Homeservers may use SRV records to load balance requests between multiple TLS
endpoints or to failover to another endpoint if an endpoint fails.
When making requests to servers, use the hostname of the target server in the
``Host`` header, regardless of any hostname given in the SRV record. For
example, if the server name is ``example.org``, and the SRV record resolves to
``matrix.example.org``, the ``Host`` header in the request should be
``example.org``. If an explicit port was given in the server name, it should be
included in the ``Host`` header; otherwise, no port number should be given in
the ``Host`` header.
<../appendices.html#server-name>`_. Where applicable, a delegated server name
uses the same grammar.
Server names are resolved to an IP address and port to connect to, and have
various conditions affecting which certificates and ``Host`` headers to send.
The process overall is as follows:
.. Note from the author: The repetitive "use this Host header and this cert"
comments are intentional. The process is overall quite complicated, and
explaining explicitly what requests look like at each step helps ease the
understanding and ensure everyone is on the same page. Implementations
are of course welcome to realize where the process can be optimized, and
do so - just ensure that the result is the same!
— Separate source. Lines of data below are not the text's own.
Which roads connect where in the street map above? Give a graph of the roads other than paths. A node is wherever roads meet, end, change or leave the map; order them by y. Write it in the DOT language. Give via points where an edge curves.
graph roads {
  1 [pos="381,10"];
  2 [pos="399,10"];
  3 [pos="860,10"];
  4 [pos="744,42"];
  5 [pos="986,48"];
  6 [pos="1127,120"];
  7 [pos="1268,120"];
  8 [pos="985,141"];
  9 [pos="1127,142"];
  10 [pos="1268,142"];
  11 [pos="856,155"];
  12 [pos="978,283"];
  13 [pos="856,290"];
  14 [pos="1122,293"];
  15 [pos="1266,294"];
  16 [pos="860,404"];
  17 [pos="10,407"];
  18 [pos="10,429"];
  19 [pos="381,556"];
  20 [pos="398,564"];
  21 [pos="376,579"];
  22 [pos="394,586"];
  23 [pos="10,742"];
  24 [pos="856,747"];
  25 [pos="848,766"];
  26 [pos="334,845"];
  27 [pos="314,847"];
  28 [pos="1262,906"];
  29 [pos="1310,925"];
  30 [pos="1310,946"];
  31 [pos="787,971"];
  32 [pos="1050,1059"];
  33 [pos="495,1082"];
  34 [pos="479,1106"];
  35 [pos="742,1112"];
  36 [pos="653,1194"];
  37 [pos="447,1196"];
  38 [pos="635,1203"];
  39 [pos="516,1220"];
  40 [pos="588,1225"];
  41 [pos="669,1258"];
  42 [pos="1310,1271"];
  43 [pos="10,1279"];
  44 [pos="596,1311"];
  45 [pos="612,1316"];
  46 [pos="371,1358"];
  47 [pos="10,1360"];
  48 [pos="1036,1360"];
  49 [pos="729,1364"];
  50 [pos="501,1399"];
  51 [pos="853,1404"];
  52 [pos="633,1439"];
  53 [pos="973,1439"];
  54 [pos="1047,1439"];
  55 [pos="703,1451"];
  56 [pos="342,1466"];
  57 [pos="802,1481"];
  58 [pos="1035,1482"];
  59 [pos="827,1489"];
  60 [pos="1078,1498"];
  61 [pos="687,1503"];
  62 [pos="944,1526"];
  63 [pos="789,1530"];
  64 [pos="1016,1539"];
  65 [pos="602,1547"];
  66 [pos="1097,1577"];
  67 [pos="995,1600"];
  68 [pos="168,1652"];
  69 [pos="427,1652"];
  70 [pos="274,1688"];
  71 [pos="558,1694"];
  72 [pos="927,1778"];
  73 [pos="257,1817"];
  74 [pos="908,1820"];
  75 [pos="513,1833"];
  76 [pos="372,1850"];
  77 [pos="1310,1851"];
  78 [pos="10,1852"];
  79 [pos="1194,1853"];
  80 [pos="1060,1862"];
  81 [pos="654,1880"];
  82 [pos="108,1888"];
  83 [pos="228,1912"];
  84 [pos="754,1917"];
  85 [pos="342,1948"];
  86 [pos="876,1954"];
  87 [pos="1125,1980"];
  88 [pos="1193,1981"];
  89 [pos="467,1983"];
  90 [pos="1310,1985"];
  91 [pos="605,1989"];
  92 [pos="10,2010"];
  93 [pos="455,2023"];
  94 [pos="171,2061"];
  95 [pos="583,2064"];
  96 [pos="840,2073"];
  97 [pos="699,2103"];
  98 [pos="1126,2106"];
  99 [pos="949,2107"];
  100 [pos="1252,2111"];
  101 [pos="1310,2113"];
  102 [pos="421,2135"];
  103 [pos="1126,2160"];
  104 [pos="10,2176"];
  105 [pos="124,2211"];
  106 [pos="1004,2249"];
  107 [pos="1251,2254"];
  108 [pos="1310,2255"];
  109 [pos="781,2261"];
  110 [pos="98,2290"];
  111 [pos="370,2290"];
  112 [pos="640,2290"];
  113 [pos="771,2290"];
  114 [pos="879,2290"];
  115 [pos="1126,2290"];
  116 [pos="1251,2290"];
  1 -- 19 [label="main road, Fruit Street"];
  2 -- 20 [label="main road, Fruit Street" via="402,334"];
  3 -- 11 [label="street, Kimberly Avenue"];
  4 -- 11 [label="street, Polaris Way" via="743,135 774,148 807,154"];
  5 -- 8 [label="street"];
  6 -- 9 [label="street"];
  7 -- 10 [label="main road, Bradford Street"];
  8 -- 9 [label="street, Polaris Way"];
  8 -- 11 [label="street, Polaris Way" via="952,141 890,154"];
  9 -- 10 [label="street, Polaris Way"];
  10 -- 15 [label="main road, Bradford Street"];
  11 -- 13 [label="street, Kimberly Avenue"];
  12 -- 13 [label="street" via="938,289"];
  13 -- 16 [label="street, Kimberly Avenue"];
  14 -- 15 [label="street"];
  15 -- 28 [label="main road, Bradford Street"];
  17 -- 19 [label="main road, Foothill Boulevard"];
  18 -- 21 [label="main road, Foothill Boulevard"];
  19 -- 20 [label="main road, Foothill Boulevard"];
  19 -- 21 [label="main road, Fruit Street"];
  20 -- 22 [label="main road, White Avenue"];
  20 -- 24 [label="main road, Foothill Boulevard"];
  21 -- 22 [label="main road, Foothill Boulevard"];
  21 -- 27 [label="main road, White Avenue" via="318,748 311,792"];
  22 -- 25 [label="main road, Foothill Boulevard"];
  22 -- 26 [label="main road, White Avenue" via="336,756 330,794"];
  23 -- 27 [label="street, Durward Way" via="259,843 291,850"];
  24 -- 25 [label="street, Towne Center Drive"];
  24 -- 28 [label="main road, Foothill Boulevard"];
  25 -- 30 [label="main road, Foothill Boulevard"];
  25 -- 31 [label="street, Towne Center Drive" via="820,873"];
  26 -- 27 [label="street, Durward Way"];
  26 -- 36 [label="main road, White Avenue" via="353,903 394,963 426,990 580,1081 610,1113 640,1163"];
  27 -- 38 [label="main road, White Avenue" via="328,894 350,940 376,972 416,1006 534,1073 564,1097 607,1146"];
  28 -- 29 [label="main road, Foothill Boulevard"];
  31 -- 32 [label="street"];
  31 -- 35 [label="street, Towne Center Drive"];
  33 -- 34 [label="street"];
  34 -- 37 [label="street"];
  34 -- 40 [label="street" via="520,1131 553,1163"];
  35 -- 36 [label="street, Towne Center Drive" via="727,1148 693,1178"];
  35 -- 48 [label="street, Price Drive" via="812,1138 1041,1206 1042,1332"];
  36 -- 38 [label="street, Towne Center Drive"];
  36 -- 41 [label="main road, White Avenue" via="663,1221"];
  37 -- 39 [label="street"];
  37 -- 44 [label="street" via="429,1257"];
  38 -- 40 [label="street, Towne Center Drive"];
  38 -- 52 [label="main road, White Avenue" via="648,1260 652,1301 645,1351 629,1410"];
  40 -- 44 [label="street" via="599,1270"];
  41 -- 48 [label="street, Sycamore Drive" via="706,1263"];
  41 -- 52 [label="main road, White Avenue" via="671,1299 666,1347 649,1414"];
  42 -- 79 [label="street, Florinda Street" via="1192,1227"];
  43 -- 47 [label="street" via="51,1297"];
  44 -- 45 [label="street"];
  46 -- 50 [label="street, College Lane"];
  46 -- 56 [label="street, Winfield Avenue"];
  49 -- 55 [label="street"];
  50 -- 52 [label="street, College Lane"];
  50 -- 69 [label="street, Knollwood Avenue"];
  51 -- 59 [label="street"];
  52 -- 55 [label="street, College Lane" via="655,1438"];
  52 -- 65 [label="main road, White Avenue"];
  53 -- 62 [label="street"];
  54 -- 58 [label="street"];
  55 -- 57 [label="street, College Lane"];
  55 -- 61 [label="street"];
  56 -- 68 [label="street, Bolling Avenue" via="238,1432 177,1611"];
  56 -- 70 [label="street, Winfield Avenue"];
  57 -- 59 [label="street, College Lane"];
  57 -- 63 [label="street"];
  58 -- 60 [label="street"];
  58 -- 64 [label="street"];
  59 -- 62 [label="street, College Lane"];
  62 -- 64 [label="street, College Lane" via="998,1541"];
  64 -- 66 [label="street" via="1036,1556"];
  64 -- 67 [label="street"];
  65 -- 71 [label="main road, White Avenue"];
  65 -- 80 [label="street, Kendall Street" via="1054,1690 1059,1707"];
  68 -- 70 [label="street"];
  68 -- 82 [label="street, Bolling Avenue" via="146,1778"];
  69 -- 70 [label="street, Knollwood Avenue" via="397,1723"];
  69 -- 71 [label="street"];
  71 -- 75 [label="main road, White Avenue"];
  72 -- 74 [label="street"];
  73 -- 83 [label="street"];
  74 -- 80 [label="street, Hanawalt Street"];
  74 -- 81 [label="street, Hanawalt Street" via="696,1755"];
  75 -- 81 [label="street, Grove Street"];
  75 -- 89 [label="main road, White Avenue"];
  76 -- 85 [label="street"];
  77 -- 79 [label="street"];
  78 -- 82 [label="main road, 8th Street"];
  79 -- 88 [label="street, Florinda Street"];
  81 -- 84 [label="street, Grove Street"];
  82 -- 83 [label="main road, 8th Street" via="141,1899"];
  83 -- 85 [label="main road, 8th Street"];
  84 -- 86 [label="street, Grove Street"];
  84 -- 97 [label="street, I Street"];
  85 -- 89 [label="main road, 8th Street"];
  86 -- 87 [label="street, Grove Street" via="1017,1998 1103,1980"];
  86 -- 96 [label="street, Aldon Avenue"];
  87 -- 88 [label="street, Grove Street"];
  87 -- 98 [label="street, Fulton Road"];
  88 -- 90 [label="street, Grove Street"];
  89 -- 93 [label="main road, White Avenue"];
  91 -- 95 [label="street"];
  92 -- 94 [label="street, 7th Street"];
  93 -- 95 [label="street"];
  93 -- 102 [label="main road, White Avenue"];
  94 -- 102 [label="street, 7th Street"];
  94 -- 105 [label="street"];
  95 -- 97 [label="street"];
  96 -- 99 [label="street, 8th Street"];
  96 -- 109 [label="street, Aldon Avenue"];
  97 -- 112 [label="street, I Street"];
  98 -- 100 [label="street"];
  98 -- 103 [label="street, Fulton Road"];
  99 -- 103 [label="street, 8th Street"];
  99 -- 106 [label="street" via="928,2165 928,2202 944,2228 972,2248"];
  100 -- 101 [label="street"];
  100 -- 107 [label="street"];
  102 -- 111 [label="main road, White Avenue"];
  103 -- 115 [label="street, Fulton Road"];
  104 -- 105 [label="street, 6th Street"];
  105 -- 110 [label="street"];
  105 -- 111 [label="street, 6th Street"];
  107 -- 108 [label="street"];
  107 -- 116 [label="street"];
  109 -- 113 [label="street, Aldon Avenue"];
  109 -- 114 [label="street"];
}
1. If the hostname is an IP literal, then that IP address should be used,
together with the given port number, or 8448 if no port is given. A
valid TLS certificate must be provided by the target server for the
IP address on all requests. Requests must be made with a ``Host``
header containing the IP address, without port.
2. If the hostname is not an IP literal, a server is found by resolving
an SRV record for ``_matrix._tcp.<hostname>``. This may result in
a hostname (to be resolved using AAAA or A records) and port. Requests
are made to the resolved IP address and port, using 8448 as a default
port, with a ``Host`` header of ``<hostname>``. A valid TLS certificate
for ``<hostname>`` must be provided by the target server on all requests.
3. If the SRV record yielded no results, a ``/.well-known`` request is
made to the hostname (using port 443 exclusively, ignoring the port
provided in the server name). The target must present a valid TLS
certificate for the hostname, and a ``Host`` header containing the
hostname is used to make the request. The schema of the ``/.well-known``
request is later in this section. Assuming the response is valid,
the ``m.server`` property is parsed as ``<delegated_server_name>[:<delegated_port>]``
and processed as follows:
* If ``<delegated_server_name>`` is an IP literal, then that IP address
should be used together with the ``<delegated_port>`` or 8448 if no
port is provided. A valid TLS certificate must be provided by the
target server for that IP address. Requests must be made with a
``Host`` header containing the IP address, without port.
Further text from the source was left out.